For Linux hosts, look for evidence that matches the behavior pattern rather than only known malware. Microsoft’s source highlights hands-on-keyboard SSH access, scripted Nmap scanning, gowitness use, wget downloads from external infrastructure, and reconnaissance of web services. Those are operational behaviors. They may matter more than a single file hash.

For Confluence and similar internal applications, patch state is only one part of the check. Review exposure from internal Linux systems, credential storage, service accounts, plugin risk, and logs around unusual authentication or enumeration. If an internal application can become the bridge between host access and identity compromise, it belongs in the same investigation path as the edge device.

What not to overclaim#

Do not reduce this incident to “F5 was vulnerable” or “Confluence was vulnerable.” Microsoft’s framing is broader: internet-facing edge devices are increasingly used as initial access points, and compromise can cascade through Linux hosts, SaaS applications, cloud workloads, and identity systems.

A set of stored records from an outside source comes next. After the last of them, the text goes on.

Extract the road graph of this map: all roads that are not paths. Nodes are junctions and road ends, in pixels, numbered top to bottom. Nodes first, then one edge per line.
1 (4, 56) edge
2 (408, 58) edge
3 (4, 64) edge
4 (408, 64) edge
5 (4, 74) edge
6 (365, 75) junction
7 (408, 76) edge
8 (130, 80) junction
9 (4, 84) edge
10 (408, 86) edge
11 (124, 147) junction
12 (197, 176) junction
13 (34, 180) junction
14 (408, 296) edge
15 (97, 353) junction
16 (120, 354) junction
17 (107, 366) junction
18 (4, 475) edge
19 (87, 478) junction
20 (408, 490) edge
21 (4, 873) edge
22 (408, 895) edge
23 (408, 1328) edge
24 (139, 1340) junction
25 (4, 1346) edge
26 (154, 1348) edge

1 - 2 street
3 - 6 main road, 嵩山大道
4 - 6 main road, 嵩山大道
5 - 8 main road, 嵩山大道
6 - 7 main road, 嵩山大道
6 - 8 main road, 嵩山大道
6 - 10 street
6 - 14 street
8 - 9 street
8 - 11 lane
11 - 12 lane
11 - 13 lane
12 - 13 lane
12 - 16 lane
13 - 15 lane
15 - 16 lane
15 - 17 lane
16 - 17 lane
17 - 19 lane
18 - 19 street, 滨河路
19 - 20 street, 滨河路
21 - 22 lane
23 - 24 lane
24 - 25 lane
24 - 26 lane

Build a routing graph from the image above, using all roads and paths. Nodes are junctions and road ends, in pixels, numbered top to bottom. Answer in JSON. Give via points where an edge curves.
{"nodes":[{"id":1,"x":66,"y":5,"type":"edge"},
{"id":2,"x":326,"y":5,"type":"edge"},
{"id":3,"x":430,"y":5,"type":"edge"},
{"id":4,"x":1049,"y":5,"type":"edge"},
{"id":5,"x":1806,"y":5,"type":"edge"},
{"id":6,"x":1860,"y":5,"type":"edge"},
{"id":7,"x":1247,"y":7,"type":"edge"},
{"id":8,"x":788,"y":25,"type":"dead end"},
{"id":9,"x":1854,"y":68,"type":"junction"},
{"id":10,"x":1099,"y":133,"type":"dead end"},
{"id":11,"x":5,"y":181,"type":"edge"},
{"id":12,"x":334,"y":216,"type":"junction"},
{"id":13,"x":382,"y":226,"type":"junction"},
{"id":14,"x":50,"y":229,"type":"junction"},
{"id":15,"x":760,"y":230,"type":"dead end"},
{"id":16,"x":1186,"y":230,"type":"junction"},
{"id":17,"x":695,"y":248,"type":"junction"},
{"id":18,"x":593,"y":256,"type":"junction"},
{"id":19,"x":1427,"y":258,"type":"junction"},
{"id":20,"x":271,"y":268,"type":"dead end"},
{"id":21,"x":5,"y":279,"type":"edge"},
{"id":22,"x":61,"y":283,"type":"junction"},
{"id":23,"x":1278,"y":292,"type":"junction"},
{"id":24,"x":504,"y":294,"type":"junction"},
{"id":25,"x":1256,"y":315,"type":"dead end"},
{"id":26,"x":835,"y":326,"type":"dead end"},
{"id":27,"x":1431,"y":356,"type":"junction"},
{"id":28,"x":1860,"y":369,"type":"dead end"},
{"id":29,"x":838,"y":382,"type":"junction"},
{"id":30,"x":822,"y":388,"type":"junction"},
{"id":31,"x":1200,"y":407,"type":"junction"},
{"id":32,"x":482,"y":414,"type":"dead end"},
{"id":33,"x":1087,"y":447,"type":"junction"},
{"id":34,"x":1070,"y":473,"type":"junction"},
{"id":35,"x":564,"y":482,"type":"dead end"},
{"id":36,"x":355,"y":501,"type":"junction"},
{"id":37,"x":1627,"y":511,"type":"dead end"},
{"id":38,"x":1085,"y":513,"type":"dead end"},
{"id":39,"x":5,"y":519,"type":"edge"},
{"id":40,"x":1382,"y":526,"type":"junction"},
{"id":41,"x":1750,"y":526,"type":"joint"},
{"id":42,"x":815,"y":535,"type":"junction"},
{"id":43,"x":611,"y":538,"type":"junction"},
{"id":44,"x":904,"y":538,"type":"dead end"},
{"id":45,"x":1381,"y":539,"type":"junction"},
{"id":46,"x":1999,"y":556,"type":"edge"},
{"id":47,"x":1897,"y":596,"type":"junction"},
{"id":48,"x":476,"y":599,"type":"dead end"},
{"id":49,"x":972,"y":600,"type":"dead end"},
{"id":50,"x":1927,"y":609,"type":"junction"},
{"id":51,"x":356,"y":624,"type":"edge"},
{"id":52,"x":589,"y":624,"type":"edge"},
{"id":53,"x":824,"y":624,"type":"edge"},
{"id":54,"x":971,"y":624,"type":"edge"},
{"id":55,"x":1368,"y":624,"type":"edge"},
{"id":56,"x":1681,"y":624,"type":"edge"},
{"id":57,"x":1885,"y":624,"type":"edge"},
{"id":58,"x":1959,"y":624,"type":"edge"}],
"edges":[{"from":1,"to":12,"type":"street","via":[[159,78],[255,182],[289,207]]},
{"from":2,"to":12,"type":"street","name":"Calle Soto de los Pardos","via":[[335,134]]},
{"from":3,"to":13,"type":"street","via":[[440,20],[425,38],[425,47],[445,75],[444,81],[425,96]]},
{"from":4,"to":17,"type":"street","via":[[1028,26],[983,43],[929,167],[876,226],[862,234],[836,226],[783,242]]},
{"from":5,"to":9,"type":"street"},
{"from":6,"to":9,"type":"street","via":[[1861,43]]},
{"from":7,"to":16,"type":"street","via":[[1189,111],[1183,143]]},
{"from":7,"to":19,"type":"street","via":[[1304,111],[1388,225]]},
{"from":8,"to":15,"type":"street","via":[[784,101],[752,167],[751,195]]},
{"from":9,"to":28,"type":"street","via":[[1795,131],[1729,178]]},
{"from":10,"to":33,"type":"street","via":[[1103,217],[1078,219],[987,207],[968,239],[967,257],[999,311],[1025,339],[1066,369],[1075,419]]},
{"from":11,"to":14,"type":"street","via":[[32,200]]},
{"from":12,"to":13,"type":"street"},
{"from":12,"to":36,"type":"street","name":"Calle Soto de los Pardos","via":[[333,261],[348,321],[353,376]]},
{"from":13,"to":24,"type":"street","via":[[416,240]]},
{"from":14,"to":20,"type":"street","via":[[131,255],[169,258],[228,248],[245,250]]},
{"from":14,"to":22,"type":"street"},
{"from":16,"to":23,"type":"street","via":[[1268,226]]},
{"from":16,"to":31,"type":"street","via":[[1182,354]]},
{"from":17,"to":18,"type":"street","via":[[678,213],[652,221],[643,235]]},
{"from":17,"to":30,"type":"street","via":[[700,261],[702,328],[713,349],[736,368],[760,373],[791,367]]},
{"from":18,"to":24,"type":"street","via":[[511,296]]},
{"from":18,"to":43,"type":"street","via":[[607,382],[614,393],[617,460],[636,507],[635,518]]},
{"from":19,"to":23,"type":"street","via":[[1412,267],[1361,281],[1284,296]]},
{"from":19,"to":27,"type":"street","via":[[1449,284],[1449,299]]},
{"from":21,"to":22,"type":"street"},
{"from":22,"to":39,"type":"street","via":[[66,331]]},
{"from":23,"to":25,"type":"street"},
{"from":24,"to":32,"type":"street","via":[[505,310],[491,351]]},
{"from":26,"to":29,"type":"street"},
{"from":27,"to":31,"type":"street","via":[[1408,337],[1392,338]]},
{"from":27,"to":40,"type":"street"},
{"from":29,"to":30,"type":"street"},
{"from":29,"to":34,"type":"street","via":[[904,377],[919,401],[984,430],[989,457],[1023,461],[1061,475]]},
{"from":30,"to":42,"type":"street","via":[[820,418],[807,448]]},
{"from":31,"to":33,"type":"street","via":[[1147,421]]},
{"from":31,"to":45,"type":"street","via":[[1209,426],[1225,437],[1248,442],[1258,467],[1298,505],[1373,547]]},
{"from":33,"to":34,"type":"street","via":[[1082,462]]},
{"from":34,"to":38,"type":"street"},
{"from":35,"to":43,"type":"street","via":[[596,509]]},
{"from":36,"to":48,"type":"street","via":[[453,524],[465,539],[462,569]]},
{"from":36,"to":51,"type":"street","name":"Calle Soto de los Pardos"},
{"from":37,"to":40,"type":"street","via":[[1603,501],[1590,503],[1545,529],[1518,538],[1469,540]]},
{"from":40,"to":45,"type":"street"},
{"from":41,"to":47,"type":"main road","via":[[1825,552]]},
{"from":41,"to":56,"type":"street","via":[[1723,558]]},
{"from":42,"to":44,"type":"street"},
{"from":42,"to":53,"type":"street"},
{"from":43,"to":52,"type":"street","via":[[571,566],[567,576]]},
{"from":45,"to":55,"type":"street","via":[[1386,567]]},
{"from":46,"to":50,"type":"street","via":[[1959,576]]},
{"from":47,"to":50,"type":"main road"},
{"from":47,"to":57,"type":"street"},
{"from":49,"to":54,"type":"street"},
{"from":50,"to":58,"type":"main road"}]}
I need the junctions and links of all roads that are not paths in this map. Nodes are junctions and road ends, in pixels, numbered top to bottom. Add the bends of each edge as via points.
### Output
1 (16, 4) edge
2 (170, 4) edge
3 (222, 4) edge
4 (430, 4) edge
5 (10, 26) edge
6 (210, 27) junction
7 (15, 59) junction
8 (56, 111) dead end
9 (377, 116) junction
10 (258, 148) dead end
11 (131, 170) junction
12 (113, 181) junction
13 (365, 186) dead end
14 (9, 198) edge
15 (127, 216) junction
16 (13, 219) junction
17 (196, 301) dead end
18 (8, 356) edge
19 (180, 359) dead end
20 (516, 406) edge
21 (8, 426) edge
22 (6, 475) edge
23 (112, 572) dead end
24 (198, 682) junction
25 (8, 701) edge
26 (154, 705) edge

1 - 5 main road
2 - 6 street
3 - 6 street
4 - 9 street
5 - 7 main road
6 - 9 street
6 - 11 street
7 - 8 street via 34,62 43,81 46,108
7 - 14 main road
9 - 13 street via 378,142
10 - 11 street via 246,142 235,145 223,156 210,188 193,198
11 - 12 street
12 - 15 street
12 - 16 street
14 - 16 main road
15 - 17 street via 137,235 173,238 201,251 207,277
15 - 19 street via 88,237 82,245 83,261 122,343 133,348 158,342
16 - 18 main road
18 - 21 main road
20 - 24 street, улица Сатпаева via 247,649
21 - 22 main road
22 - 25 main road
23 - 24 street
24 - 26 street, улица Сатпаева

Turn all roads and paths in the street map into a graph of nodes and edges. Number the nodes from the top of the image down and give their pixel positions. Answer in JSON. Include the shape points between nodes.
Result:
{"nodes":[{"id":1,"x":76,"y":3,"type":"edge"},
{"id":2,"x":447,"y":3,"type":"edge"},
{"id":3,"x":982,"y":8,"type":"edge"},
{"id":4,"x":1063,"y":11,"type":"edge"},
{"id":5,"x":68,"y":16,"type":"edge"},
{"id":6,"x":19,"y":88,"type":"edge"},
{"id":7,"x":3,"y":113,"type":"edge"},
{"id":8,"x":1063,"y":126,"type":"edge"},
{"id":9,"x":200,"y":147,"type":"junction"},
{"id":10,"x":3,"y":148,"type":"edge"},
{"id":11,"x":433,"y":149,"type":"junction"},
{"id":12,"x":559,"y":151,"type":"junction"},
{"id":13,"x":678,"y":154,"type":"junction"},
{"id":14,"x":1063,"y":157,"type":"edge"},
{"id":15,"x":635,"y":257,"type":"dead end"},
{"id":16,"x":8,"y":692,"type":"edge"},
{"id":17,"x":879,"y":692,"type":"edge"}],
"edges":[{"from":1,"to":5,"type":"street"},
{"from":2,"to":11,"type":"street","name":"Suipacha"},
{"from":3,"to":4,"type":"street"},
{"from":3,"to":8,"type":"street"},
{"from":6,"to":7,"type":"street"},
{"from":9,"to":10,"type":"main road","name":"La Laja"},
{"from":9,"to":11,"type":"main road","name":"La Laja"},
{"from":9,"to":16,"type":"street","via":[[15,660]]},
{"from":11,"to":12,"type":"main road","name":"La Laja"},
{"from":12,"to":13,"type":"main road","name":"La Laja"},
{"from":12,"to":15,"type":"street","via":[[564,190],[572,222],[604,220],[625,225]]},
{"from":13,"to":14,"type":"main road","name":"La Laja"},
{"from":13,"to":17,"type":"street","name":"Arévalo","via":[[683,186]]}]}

Also do not assume the collected excerpt proves a specific exploit path for every stage. It names the F5 BIG-IP VE version and its end-of-life status, describes SSH access from the device, and outlines reconnaissance and later application/identity abuse. The excerpt does not preserve all technical details from the full Microsoft post.

There is another boundary worth keeping. Open-source tools appear in the activity, including Nmap and gowitness, and Microsoft references common NTLM lateral movement tooling. That does not make open source the problem. The operational issue is that common tools blend into real admin environments unless security operations can tie usage to context: who ran it, from where, after what authentication path, and against which assets.

That distinction matters for open source security work too. The useful response is not to treat public tooling as suspicious by default. It is to make security artifacts operational: inventory, versioning, provenance, logging, and repeatable checks. We have argued the same point in related work on OpenSSF signals and package test coverage: artifacts only help when teams can act on them in production. See also: https://gigatap.top/en/articles/openssfs-april-signal-make-security-artifacts-operational and https://gigatap.top/en/articles/100-package-test-coverage-is-the-point-not-the-slogan

Practical takeaway#

Treat every exposed edge appliance as both infrastructure and identity risk. If it is trusted enough to route traffic, terminate sessions, hold certificates, or reach internal services, it is important enough to monitor like a crown-jewel system.

The minimum operational checks are clear: supported versions, tight admin access, searchable logs, mapped trust relationships, constrained sudo paths, current internal application patching, and identity telemetry that can follow the chain across network, Linux, SaaS, and Active Directory.

The attacker path Microsoft describes is not rare because it is complicated. It is dangerous because it uses the enterprise as built.